- **YOUR OBJECTIVE**
Copy each line of the records that contains the word "Любові".

Collected data entries:

↓

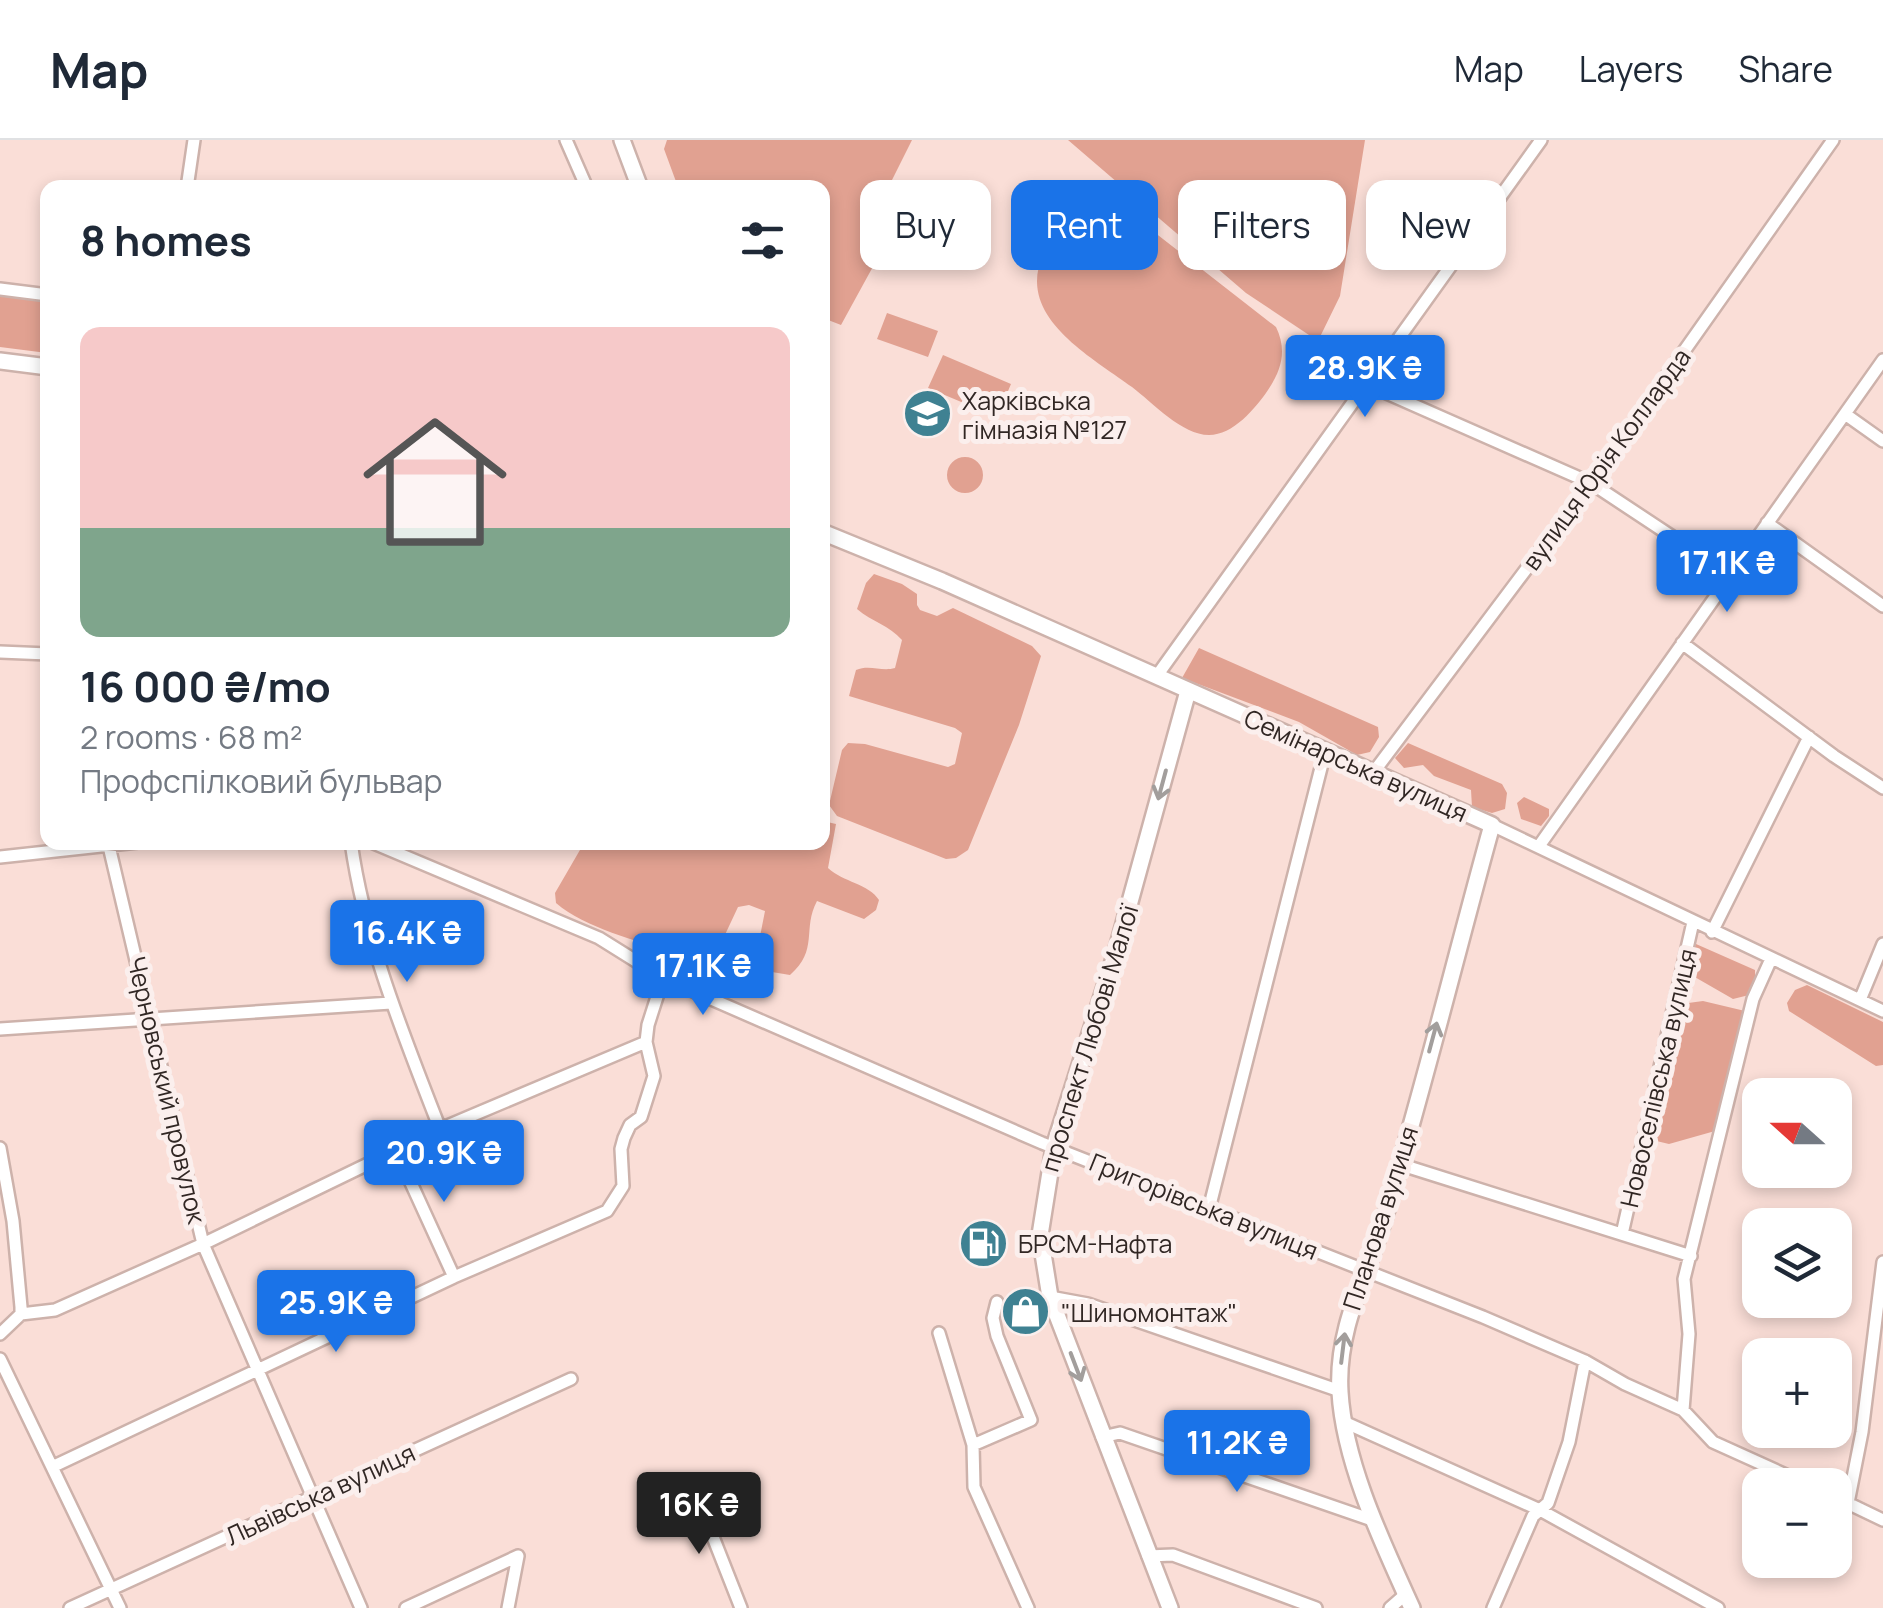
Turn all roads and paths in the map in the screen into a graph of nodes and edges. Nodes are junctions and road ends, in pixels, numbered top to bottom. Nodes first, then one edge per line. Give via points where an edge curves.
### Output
1 (194, 140) edge
2 (566, 140) edge
3 (622, 140) edge
4 (1540, 140) edge
5 (1832, 140) edge
6 (188, 180) edge
7 (584, 180) edge
8 (637, 180) edge
9 (0, 289) edge
10 (40, 294) edge
11 (1883, 360) edge
12 (0, 361) edge
13 (40, 366) edge
14 (1366, 384) junction
15 (1844, 414) junction
16 (1883, 441) edge
17 (1591, 483) junction
18 (1767, 523) junction
19 (830, 535) edge
20 (1730, 575) junction
21 (1883, 606) edge
22 (1682, 643) junction
23 (0, 652) edge
24 (40, 654) edge
25 (1156, 677) junction
26 (1188, 691) junction
27 (1809, 737) junction
28 (1325, 752) junction
29 (1373, 773) junction
30 (1883, 788) edge
31 (1492, 825) junction
32 (1539, 846) junction
33 (59, 850) edge
34 (110, 850) edge
35 (353, 850) edge
36 (391, 850) edge
37 (0, 857) edge
38 (1693, 922) junction
39 (1712, 932) junction
40 (1883, 944) edge
41 (1771, 960) junction
42 (662, 978) junction
43 (1860, 1000) junction
44 (392, 1003) junction
45 (1883, 1010) edge
46 (152, 1019) junction
47 (0, 1029) edge
48 (646, 1042) junction
49 (440, 1129) junction
50 (1054, 1147) junction
51 (0, 1148) edge
52 (396, 1150) junction
53 (1398, 1164) junction
54 (1209, 1208) junction
55 (1622, 1234) junction
56 (203, 1244) junction
57 (1692, 1256) junction
58 (1883, 1262) edge
59 (1365, 1270) junction
60 (454, 1277) junction
61 (1050, 1297) junction
62 (997, 1302) dead end
63 (20, 1314) junction
64 (0, 1334) edge
65 (939, 1334) dead end
66 (0, 1359) edge
67 (1584, 1361) junction
68 (257, 1369) junction
69 (570, 1378) dead end
70 (1340, 1391) junction
71 (1683, 1410) junction
72 (1344, 1422) junction
73 (1102, 1437) junction
74 (973, 1445) junction
75 (52, 1467) junction
76 (1770, 1468) edge
77 (1852, 1483) edge
78 (669, 1486) dead end
79 (312, 1498) junction
80 (1852, 1505) edge
81 (1540, 1510) junction
82 (1883, 1520) edge
83 (1375, 1521) junction
84 (1148, 1556) junction
85 (110, 1588) junction
86 (1409, 1601) edge
87 (1702, 1604) edge
88 (1495, 1607) edge
89 (70, 1608) edge
90 (120, 1608) edge
91 (360, 1608) edge
92 (406, 1608) edge
93 (508, 1608) edge
94 (741, 1608) edge
95 (1028, 1608) edge
96 (1170, 1608) edge
97 (1316, 1608) edge
98 (1390, 1608) edge
99 (1718, 1608) edge

1 - 6 street
2 - 7 street
3 - 8 main road
4 - 14 street
5 - 17 street, вулиця Юрія Колларда
9 - 10 street
11 - 15 street
12 - 13 main road
14 - 17 street
14 - 25 street
15 - 16 street
15 - 18 street
17 - 20 street
17 - 29 street, вулиця Юрія Колларда
18 - 20 street
18 - 21 street
19 - 25 main road, Семінарська вулиця
20 - 22 street
22 - 27 street
22 - 32 street
23 - 24 street
25 - 26 main road, Семінарська вулиця
26 - 28 main road, Семінарська вулиця
26 -> 50 main road, проспект Любові Малої
27 - 30 street
27 - 39 street
28 - 29 main road, Семінарська вулиця
28 - 54 street
29 - 31 main road, Семінарська вулиця
31 - 32 street, Семінарська вулиця
53 -> 31 main road, Планова вулиця
32 - 38 street, Семінарська вулиця
33 - 37 street
34 - 46 street, Черновський провулок
35 - 44 street
36 - 42 street, Григорівська вулиця via 599,938
38 - 39 street, Семінарська вулиця
38 - 55 street, Новоселівська вулиця
39 - 41 street, Семінарська вулиця
40 - 43 street
41 - 43 street, Семінарська вулиця
41 - 57 street via 1753,999
42 - 48 street
42 - 50 street, Григорівська вулиця
43 - 45 street, Семінарська вулиця
44 - 46 street
44 - 49 street
46 - 47 street
46 - 56 street, Черновський провулок
48 - 49 street
48 - 60 street via 654,1076 641,1116 624,1138 624,1186 607,1212
49 - 52 street
50 - 54 street, Григорівська вулиця
50 - 61 main road, проспект Любові Малої via 1040,1235
51 - 63 street
52 - 56 street
52 - 60 street
53 - 55 street
53 - 59 main road, Планова вулиця
54 - 59 street, Григорівська вулиця
55 - 57 street
56 - 63 street via 55,1310
56 - 68 street, Черновський провулок
57 - 71 street via 1684,1279 1689,1334
58 - 77 street
59 - 67 street, Григорівська вулиця
70 -> 59 main road, Планова вулиця via 1341,1351
60 - 68 street
61 - 70 street via 1088,1304
61 -> 73 main road, проспект Любові Малої
62 - 74 street via 997,1336 1031,1420
63 - 64 street
65 - 74 street
66 - 75 street
67 - 71 street, Григорівська вулиця
67 - 81 street via 1568,1442
68 - 75 street
68 - 79 street, Черновський провулок
69 - 79 street, Львівська вулиця
70 - 72 main road, Планова вулиця
71 - 76 street, Григорівська вулиця via 1712,1442
72 - 81 street
72 - 83 main road, Планова вулиця
73 - 83 street via 1120,1434
73 - 84 main road, проспект Любові Малої
74 - 95 street via 974,1486
75 - 85 street
78 - 94 street via 691,1481
79 - 85 street, Львівська вулиця
79 - 91 street, Черновський провулок
80 - 82 street
81 - 87 street
81 - 88 street
83 - 86 main road, Планова вулиця
84 - 96 main road, проспект Любові Малої
84 - 97 street via 1174,1555
85 - 89 street, Львівська вулиця
85 - 90 street
86 - 98 street
87 - 99 street
92 - 93 street via 518,1556

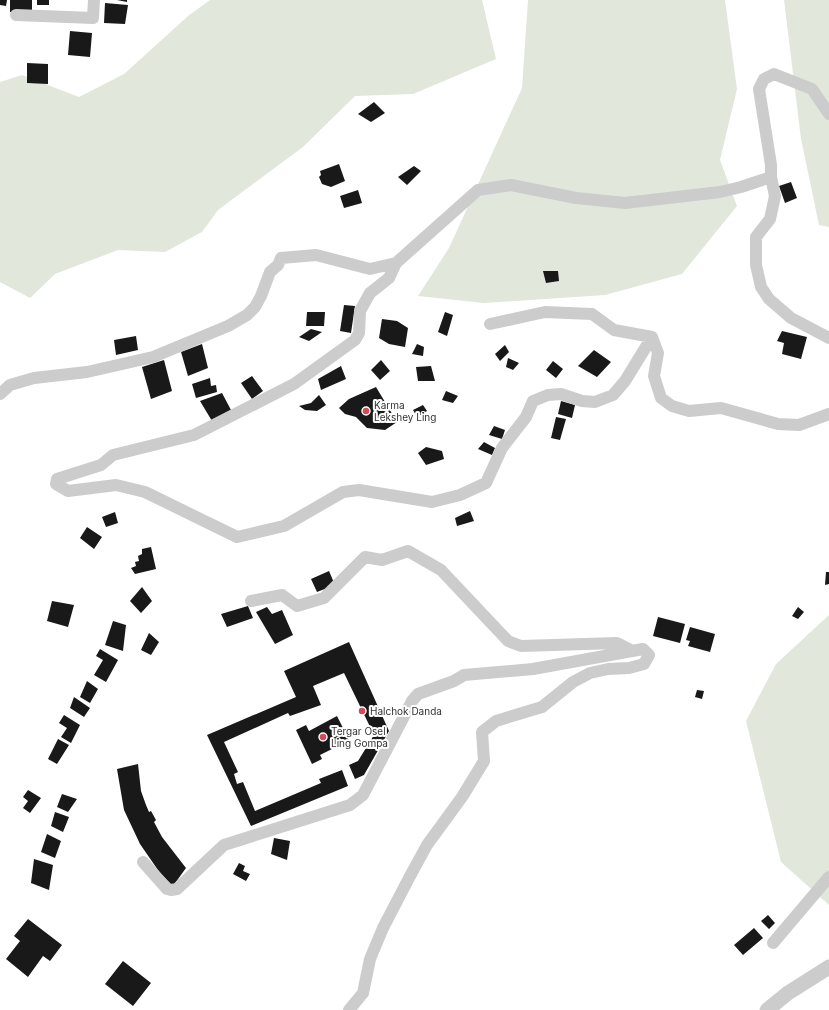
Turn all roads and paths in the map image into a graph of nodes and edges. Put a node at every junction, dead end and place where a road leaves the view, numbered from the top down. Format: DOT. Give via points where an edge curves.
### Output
graph roads {
  1 [pos="94,0"];
  2 [pos="16,15"];
  3 [pos="829,114"];
  4 [pos="771,177"];
  5 [pos="396,263"];
  6 [pos="490,324"];
  7 [pos="652,337"];
  8 [pos="829,338"];
  9 [pos="0,394"];
  10 [pos="829,414"];
  11 [pos="251,601"];
  12 [pos="631,650"];
  13 [pos="143,862"];
  14 [pos="829,877"];
  15 [pos="773,943"];
  16 [pos="829,967"];
  17 [pos="349,1010"];
  18 [pos="766,1010"];
  1 -- 2 [label="street" via="93,18"];
  3 -- 4 [label="street" via="812,89 774,74 764,79 759,89"];
  4 -- 5 [label="street" via="720,192 625,203 576,198 511,185 478,190"];
  4 -- 8 [label="street" via="775,196 770,219 756,237 756,265 761,287 769,299 791,318"];
  5 -- 7 [label="street" via="389,278 370,293 360,311 360,333 355,340 294,384 194,435 114,455 101,465 57,479 56,484 68,491 116,485 145,492 237,537 284,526 343,492 359,490 432,502 486,483 502,448 526,417 534,401 548,395 561,394 582,401 595,402 613,395 625,381"];
  5 -- 9 [label="street" via="370,269 316,255 281,258 270,272 255,307 228,326 153,357 87,372 34,378 10,385"];
  6 -- 7 [label="street" via="545,312 592,314 614,330"];
  7 -- 10 [label="street" via="658,353 654,376 661,398 672,406 689,411 721,408 778,424 799,425"];
  11 -- 12 [label="street" via="282,595 296,606 324,598 365,557 382,560 408,551 441,570 508,641 521,646 617,643"];
  12 -- 13 [label="street" via="533,669 464,675 418,694 363,794 350,805 224,845 177,889 167,889"];
  12 -- 17 [label="street" via="643,649 649,655 644,664 590,673 573,682 542,707 496,721 482,732 484,761 462,797 427,845 409,878 370,959 363,993"];
  14 -- 15 [label="street"];
  16 -- 18 [label="street"];
}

↑

- **SOLUTION FOR THIS TASK**
26 -> 50 main road, проспект Любові Малої
50 - 61 main road, проспект Любові Малої via 1040,1235
61 -> 73 main road, проспект Любові Малої
73 - 84 main road, проспект Любові Малої
84 - 96 main road, проспект Любові Малої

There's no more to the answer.